When to Use a Managed Migration Service
DIY works when your Salesforce schema is simple (no custom objects, < 5K records), you have a developer with API experience and time to spare, and the migration timeline is flexible.
DIY fails when:
- Your Salesforce org has custom objects with complex relationships
- You need to preserve Account → Contact → Opportunity hierarchies
- Your engineering team is already at capacity
- The business can't tolerate extended downtime or data gaps
- You're migrating multiple Salesforce orgs into multiple GHL sub-accounts
The hidden cost of DIY isn't the coding — it's the debugging. Rate limit errors at 2 AM. Duplicate records discovered three weeks after cutover. Opportunities linked to the wrong Contact because the ID mapping had an off-by-one error. These are the failure modes that consume engineering time long after the "migration" was supposedly complete.
At ClonePartner, we handle the API constraints, relationship mapping, custom-object workarounds, and validation so your engineering team doesn't have to context-switch off product work. We build around Salesforce's Bulk API and GHL's rate limits to move data accurately in days, not weeks, with zero downtime.
For a closer look at how we operate, see How We Run Migrations at ClonePartner.
Frequently Asked Questions
- Can I migrate Salesforce custom objects to GoHighLevel?
- GoHighLevel supports up to 10 Custom Objects per location across all plans. If your Salesforce org has more than 10 active custom objects, you'll need to flatten some into custom fields on Contacts or archive them externally. Unique field constraints are limited to Single Line Text, Multi Line Text, Number, and Phone types — lookups and dates cannot be marked unique.
- What are GoHighLevel's API rate limits for migration?
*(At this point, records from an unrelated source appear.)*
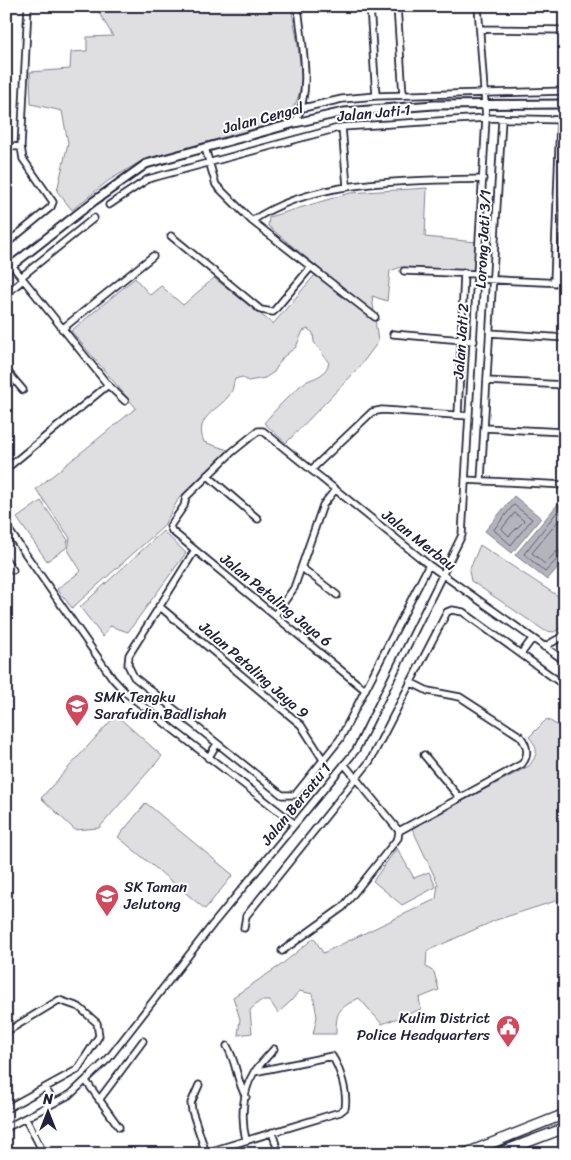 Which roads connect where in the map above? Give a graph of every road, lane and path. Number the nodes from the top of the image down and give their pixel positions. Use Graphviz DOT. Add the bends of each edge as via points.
graph roads {
  1 [pos="28,6"];
  2 [pos="295,6"];
  3 [pos="370,6"];
  4 [pos="398,6"];
  5 [pos="478,6"];
  6 [pos="481,28"];
  7 [pos="565,30"];
  8 [pos="565,91"];
  9 [pos="484,92"];
  10 [pos="403,95"];
  11 [pos="376,96"];
  12 [pos="485,103"];
  13 [pos="565,104"];
  14 [pos="302,108"];
  15 [pos="486,118"];
  16 [pos="502,119"];
  17 [pos="562,120"];
  18 [pos="295,123"];
  19 [pos="342,127"];
  20 [pos="6,146"];
  21 [pos="21,147"];
  22 [pos="206,148"];
  23 [pos="210,163"];
  24 [pos="483,179"];
  25 [pos="348,186"];
  26 [pos="109,205"];
  27 [pos="94,218"];
  28 [pos="252,221"];
  29 [pos="171,236"];
  30 [pos="6,244"];
  31 [pos="153,256"];
  32 [pos="6,258"];
  33 [pos="311,267"];
  34 [pos="9,268"];
  35 [pos="404,270"];
  36 [pos="464,273"];
  37 [pos="478,276"];
  38 [pos="22,278"];
  39 [pos="493,280"];
  40 [pos="554,283"];
  41 [pos="565,283"];
  42 [pos="6,294"];
  43 [pos="374,317"];
  44 [pos="62,329"];
  45 [pos="490,333"];
  46 [pos="393,334"];
  47 [pos="565,338"];
  48 [pos="462,340"];
  49 [pos="474,341"];
  50 [pos="6,370"];
  51 [pos="487,381"];
  52 [pos="108,385"];
  53 [pos="565,385"];
  54 [pos="23,390"];
  55 [pos="124,401"];
  56 [pos="458,415"];
  57 [pos="469,416"];
  58 [pos="484,428"];
  59 [pos="565,432"];
  60 [pos="6,469"];
  61 [pos="311,470"];
  62 [pos="207,475"];
  63 [pos="465,480"];
  64 [pos="481,480"];
  65 [pos="565,485"];
  66 [pos="335,490"];
  67 [pos="258,519"];
  68 [pos="6,526"];
  69 [pos="195,550"];
  70 [pos="6,560"];
  71 [pos="429,565"];
  72 [pos="302,568"];
  73 [pos="13,570"];
  74 [pos="443,576"];
  75 [pos="337,595"];
  76 [pos="160,606"];
  77 [pos="275,615"];
  78 [pos="565,634"];
  79 [pos="532,639"];
  80 [pos="544,647"];
  81 [pos="521,654"];
  82 [pos="565,661"];
  83 [pos="410,682"];
  84 [pos="565,686"];
  85 [pos="365,690"];
  86 [pos="217,744"];
  87 [pos="424,755"];
  88 [pos="208,758"];
  89 [pos="324,761"];
  90 [pos="344,764"];
  91 [pos="355,778"];
  92 [pos="460,798"];
  93 [pos="295,824"];
  94 [pos="399,831"];
  95 [pos="244,928"];
  96 [pos="282,951"];
  97 [pos="6,1032"];
  98 [pos="144,1042"];
  99 [pos="227,1046"];
  100 [pos="274,1049"];
  101 [pos="254,1072"];
  102 [pos="86,1082"];
  103 [pos="199,1085"];
  104 [pos="46,1089"];
  105 [pos="246,1097"];
  106 [pos="99,1100"];
  107 [pos="54,1104"];
  108 [pos="6,1109"];
  109 [pos="565,1114"];
  110 [pos="26,1119"];
  111 [pos="119,1127"];
  112 [pos="6,1128"];
  113 [pos="565,1128"];
  114 [pos="272,1132"];
  115 [pos="499,1138"];
  116 [pos="246,1140"];
  117 [pos="527,1142"];
  118 [pos="204,1153"];
  119 [pos="44,1154"];
  120 [pos="278,1154"];
  121 [pos="464,1154"];
  122 [pos="480,1154"];
  123 [pos="496,1154"];
  124 [pos="509,1154"];
  1 -- 21 [label="street"];
  2 -- 14 [label="street" via="299,16 306,84"];
  3 -- 11 [label="street"];
  4 -- 10 [label="street"];
  5 -- 6 [label="street, Jalan Jati 2"];
  6 -- 7 [label="street"];
  6 -- 9 [label="street, Jalan Jati 2"];
  8 -- 9 [label="street"];
  9 -- 10 [label="street"];
  9 -- 12 [label="street, Jalan Jati 2"];
  10 -- 11 [label="street"];
  11 -- 14 [label="street"];
  12 -- 13 [label="street, Jalan Cengal"];
  12 -- 15 [label="street, Jalan Jati 2"];
  12 -- 18 [label="street, Jalan Cengal" via="344,112"];
  14 -- 18 [label="street"];
  15 -- 16 [label="street, Jalan Jati 1"];
  15 -- 19 [label="street, Jalan Jati 1"];
  15 -- 24 [label="street, Jalan Jati 2"];
  16 -- 17 [label="street, Jalan Jati 1"];
  16 -- 39 [label="street, Lorong Jati 3/1"];
  17 -- 40 [label="street"];
  18 -- 22 [label="street, Jalan Cengal"];
  19 -- 23 [label="street, Jalan Jati 1"];
  19 -- 25 [label="street"];
  20 -- 21 [label="street"];
  21 -- 30 [label="street" via="23,159 53,202 52,207"];
  22 -- 23 [label="street"];
  22 -- 34 [label="street, Jalan Cengal" via="146,164"];
  23 -- 26 [label="street, Jalan Jati 1" via="148,179"];
  23 -- 28 [label="street" via="216,185"];
  24 -- 25 [label="street"];
  24 -- 37 [label="street, Jalan Jati 2"];
  25 -- 28 [label="street" via="279,204"];
  27 -- 38 [label="street"];
  28 -- 33 [label="street"];
  29 -- 33 [label="street" via="268,313 273,312"];
  31 -- 44 [label="street"];
  32 -- 34 [label="street"];
  33 -- 43 [label="street"];
  34 -- 38 [label="street"];
  35 -- 36 [label="street"];
  36 -- 37 [label="street"];
  36 -- 48 [label="street"];
  37 -- 39 [label="street"];
  37 -- 49 [label="street, Jalan Jati 2"];
  38 -- 42 [label="street"];
  38 -- 44 [label="street"];
  39 -- 40 [label="street"];
  39 -- 45 [label="street, Lorong Jati 3/1"];
  40 -- 41 [label="street"];
  44 -- 52 [label="street"];
  45 -- 47 [label="street"];
  45 -- 51 [label="street, Lorong Jati 3/1"];
  46 -- 48 [label="street"];
  48 -- 49 [label="street"];
  48 -- 56 [label="street"];
  49 -- 57 [label="street, Jalan Jati 2"];
  50 -- 54 [label="street"];
  51 -- 53 [label="street"];
  51 -- 58 [label="street, Lorong Jati 3/1"];
  52 -- 55 [label="street"];
  52 -- 60 [label="street"];
  56 -- 57 [label="street"];
  56 -- 61 [label="street" via="372,412"];
  57 -- 63 [label="street, Jalan Jati 2"];
  58 -- 59 [label="street"];
  58 -- 64 [label="street, Lorong Jati 3/1"];
  61 -- 62 [label="street, Jalan Merbau" via="263,431 255,433"];
  61 -- 66 [label="street, Jalan Merbau"];
  62 -- 67 [label="street"];
  62 -- 69 [label="street, Jalan Petaling Jaya 6" via="186,497 184,506 170,526"];
  63 -- 64 [label="street"];
  63 -- 74 [label="street, Jalan Jati 2" via="462,534"];
  64 -- 65 [label="street"];
  66 -- 71 [label="street, Jalan Merbau"];
  66 -- 72 [label="street" via="323,505"];
  68 -- 88 [label="street" via="126,694"];
  69 -- 76 [label="street"];
  69 -- 77 [label="street, Jalan Petaling Jaya 6"];
  70 -- 73 [label="street"];
  71 -- 74 [label="street, Jalan Merbau"];
  71 -- 85 [label="street"];
  72 -- 75 [label="street"];
  72 -- 77 [label="street" via="294,588"];
  74 -- 79 [label="street, Jalan Merbau"];
  74 -- 90 [label="street, Jalan Bersatu 1" via="356,750"];
  76 -- 86 [label="street" via="129,655 132,675"];
  76 -- 89 [label="street, Jalan Petaling Jaya 9" via="301,725"];
  77 -- 85 [label="street, Jalan Petaling Jaya 6"];
  78 -- 80 [label="street"];
  79 -- 80 [label="street, Jalan Merbau"];
  79 -- 81 [label="street"];
  80 -- 82 [label="street, Jalan Merbau"];
  81 -- 83 [label="street" via="463,612 452,610 443,616"];
  81 -- 84 [label="street"];
  83 -- 91 [label="street" via="370,761"];
  83 -- 92 [label="street" via="460,697 526,743 526,759 522,764"];
  85 -- 89 [label="street" via="340,739"];
  86 -- 88 [label="street"];
  86 -- 89 [label="street" via="282,795 295,795"];
  87 -- 92 [label="street"];
  88 -- 93 [label="street"];
  90 -- 91 [label="street"];
  90 -- 93 [label="street, Jalan Bersatu 1"];
  91 -- 94 [label="street"];
  91 -- 95 [label="street" via="246,916"];
  92 -- 94 [label="street"];
  93 -- 102 [label="street, Jalan Bersatu 1" via="108,1059"];
  94 -- 96 [label="street" via="398,838 343,907"];
  97 -- 104 [label="street" via="59,1000 79,1007 97,1022 99,1036 77,1070"];
  98 -- 106 [label="street"];
  99 -- 105 [label="street" via="235,1059 238,1082"];
  100 -- 101 [label="street"];
  101 -- 105 [label="street"];
  101 -- 114 [label="street" via="326,1056 332,1056 336,1062 345,1108"];
  102 -- 106 [label="street"];
  102 -- 107 [label="street, Jalan Bersatu 1"];
  103 -- 118 [label="street" via="191,1103"];
  104 -- 107 [label="street"];
  104 -- 108 [label="street"];
  105 -- 116 [label="street" via="243,1117"];
  106 -- 111 [label="street"];
  107 -- 110 [label="street, Jalan Bersatu 1"];
  109 -- 115 [label="main road"];
  110 -- 112 [label="street, Jalan Bersatu 1"];
  110 -- 119 [label="street"];
  113 -- 117 [label="main road"];
  114 -- 116 [label="street"];
  114 -- 120 [label="street"];
  115 -- 121 [label="main road"];
  115 -- 122 [label="main road"];
  116 -- 118 [label="street"];
  117 -- 123 [label="main road"];
  117 -- 124 [label="main road"];
} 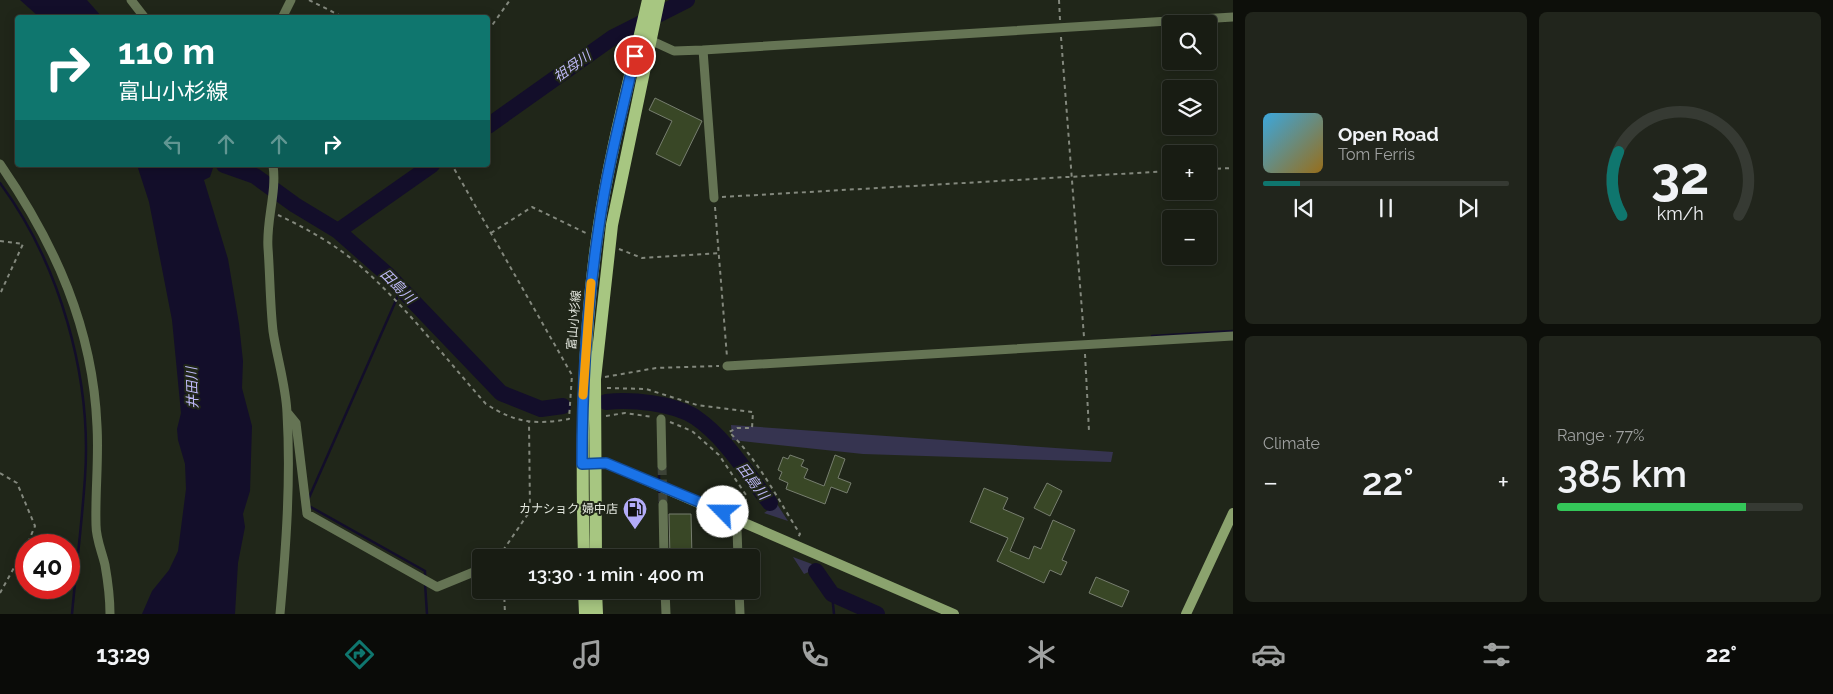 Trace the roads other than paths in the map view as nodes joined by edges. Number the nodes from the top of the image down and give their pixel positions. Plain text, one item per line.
1 (131, 0) edge
2 (291, 0) edge
3 (653, 4) edge
4 (143, 15) edge
5 (284, 15) edge
6 (1233, 17) edge
7 (647, 36) junction
8 (703, 50) junction
9 (0, 164) edge
10 (273, 167) edge
11 (714, 198) road end
12 (1233, 336) edge
13 (728, 366) road end
14 (287, 412) junction
15 (661, 419) road end
16 (588, 463) junction
17 (662, 466) tunnel mouth
18 (662, 504) tunnel mouth
19 (1233, 513) edge
20 (742, 520) junction
21 (584, 549) edge
22 (595, 549) edge
23 (664, 549) edge
24 (737, 549) edge
25 (472, 573) edge
26 (584, 599) edge
27 (596, 599) edge
28 (665, 599) edge
29 (739, 599) edge
30 (949, 613) edge
31 (110, 614) edge
32 (280, 614) edge
33 (585, 614) edge
34 (596, 614) edge
35 (666, 614) edge
36 (740, 614) edge
37 (1186, 614) edge

1 - 4 street
2 - 5 street
3 - 7 main road, 富山小杉線
6 - 8 street
7 - 8 street
7 - 16 main road, 富山小杉線
7 - 16 main road, 富山小杉線
8 - 11 street
9 - 31 street
10 - 14 street
12 - 13 street
14 - 25 street
14 - 32 street
15 - 17 street
16 - 20 street
16 - 21 main road, 富山小杉線
16 - 22 main road, 富山小杉線
18 - 23 street
19 - 37 street
20 - 24 street
20 - 30 street
26 - 33 main road
27 - 34 main road
28 - 35 street
29 - 36 street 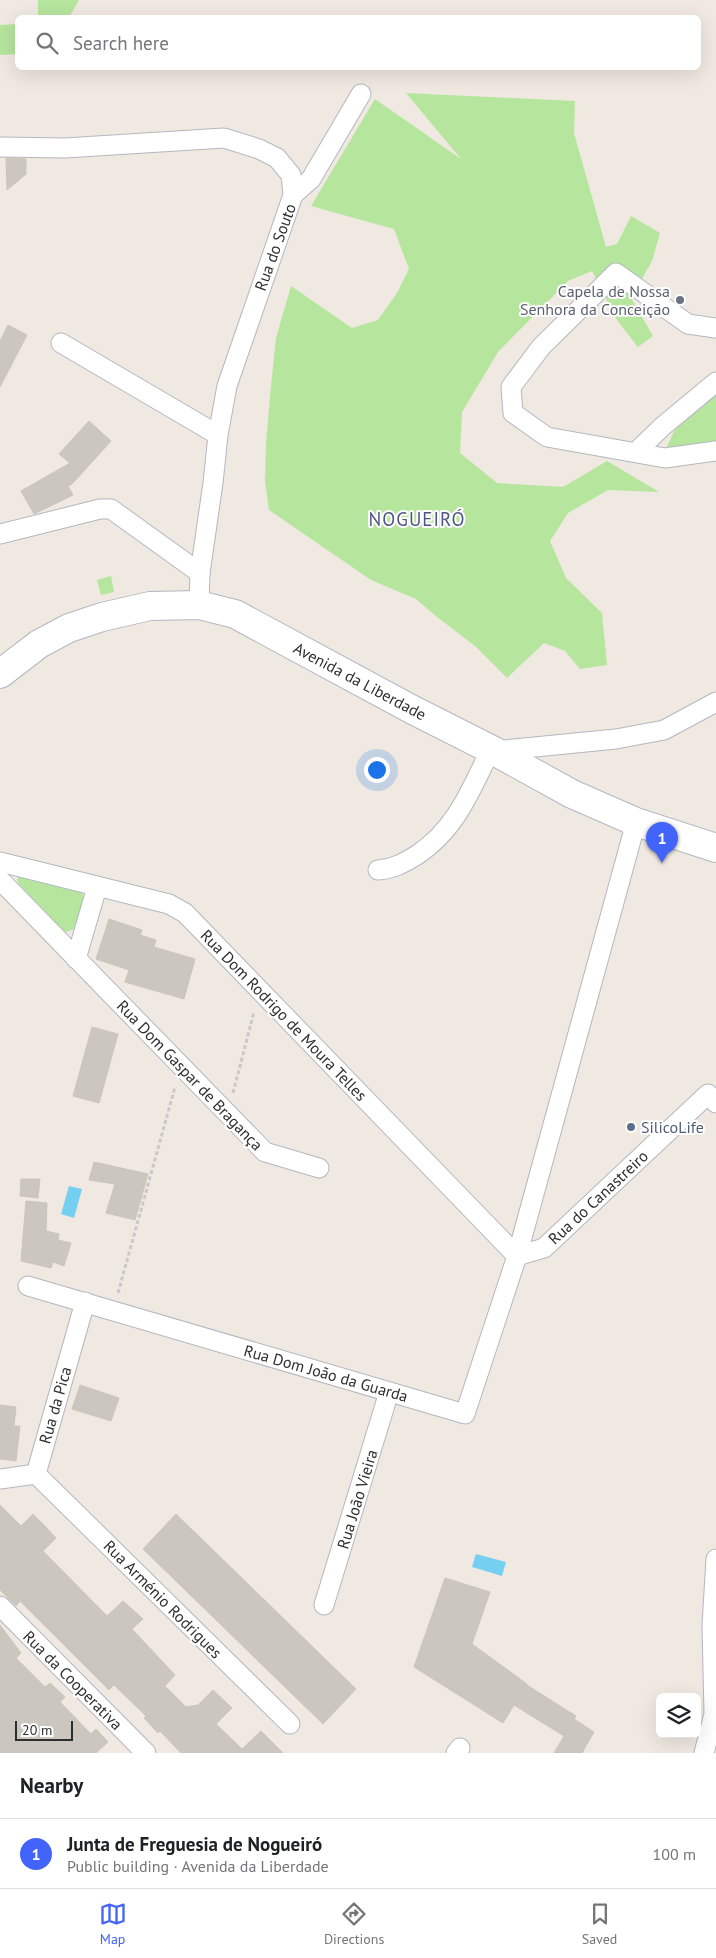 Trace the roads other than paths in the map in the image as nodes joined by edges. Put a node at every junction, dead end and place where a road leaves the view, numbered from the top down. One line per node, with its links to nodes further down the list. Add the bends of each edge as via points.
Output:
1 (361, 94): 3 (street, via 311,179)
2 (0, 147): 3 (street, Rua do Souto, via 65,148 224,138 276,158 291,175)
3 (293, 195): 7 (street, Rua do Souto, via 226,386)
4 (716, 328): 9 (street, via 688,324 616,273 541,346 511,387 513,414 547,437)
5 (60, 343): 7 (street)
6 (716, 382): 9 (street)
7 (218, 436): 11 (street, Rua do Souto)
8 (716, 451): 9 (street, via 665,458)
9 (636, 452)
10 (0, 534): 11 (street, via 111,509)
11 (200, 573): 12 (street, Rua do Souto)
12 (198, 605): 13 (street, Avenida da Liberdade, via 150,606 102,616 39,644); 15 (street, Avenida da Liberdade, via 235,614)
13 (0, 674)
14 (716, 702): 15 (street, via 664,730 616,739)
15 (492, 750): 16 (street, Avenida da Liberdade, via 572,794); 19 (street, via 446,832 407,861)
16 (636, 822): 17 (street, Avenida da Liberdade); 25 (street)
17 (716, 848)
18 (0, 862): 21 (street, Rua Dom Rodrigo de Moura Telles)
19 (378, 870)
20 (0, 880): 22 (street, Rua Dom Gaspar de Bragança)
21 (97, 887): 22 (street); 25 (street, Rua Dom Rodrigo de Moura Telles, via 169,904 185,912)
22 (76, 959): 24 (street, Rua Dom Gaspar de Bragança, via 265,1152)
23 (716, 1103): 25 (street, Rua do Canastreiro, via 708,1094 544,1248)
24 (318, 1168)
25 (517, 1256): 28 (street, Rua Dom João da Guarda, via 465,1414)
26 (28, 1286): 27 (street, Rua Dom João da Guarda)
27 (84, 1302): 28 (street, Rua Dom João da Guarda); 29 (street, Rua da Pica)
28 (389, 1392): 32 (street, Rua João Vieira)
29 (36, 1474): 30 (street); 35 (street, Rua Arménio Rodrigues)
30 (0, 1479)
31 (716, 1559): 34 (street)
32 (324, 1605)
33 (0, 1606): 36 (street, Rua da Cooperativa)
34 (714, 1625): 37 (street, via 714,1714)
35 (290, 1724)
36 (146, 1753)
37 (704, 1753)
- GoHighLevel's V2 API enforces a burst limit of 100 requests per 10 seconds and a daily limit of 200,000 requests, both scoped per Marketplace app per Location. The contacts endpoint returns a maximum of 100 records per request, requiring cursor-based pagination for larger datasets. The GET /contacts/ endpoint is deprecated — use POST /contacts/search instead.
- Can I use Zapier to migrate data from Salesforce to GoHighLevel?
- Zapier (via the LeadConnector app) works for real-time, record-level sync but is impractical for bulk historical migration. Each sub-account requires separate authentication, records process one at a time, and there's no support for rebuilding relational hierarchies like Account → Contact → Opportunity chains.
- How do Salesforce Leads map to GoHighLevel?
- GoHighLevel has no separate Lead object. Salesforce Leads should be merged into GHL Contacts during migration. Use tags or a custom dropdown field (e.g., lifecycle_stage = 'Lead') to distinguish them from converted Contacts.
- Will a CSV import preserve Salesforce relationships in GoHighLevel?
- No. CSV imports flatten relational data. Account → Contact → Opportunity hierarchies are destroyed because each object type imports independently with no cross-referencing. Use the GoHighLevel API to create records in dependency order and rebuild associations programmatically.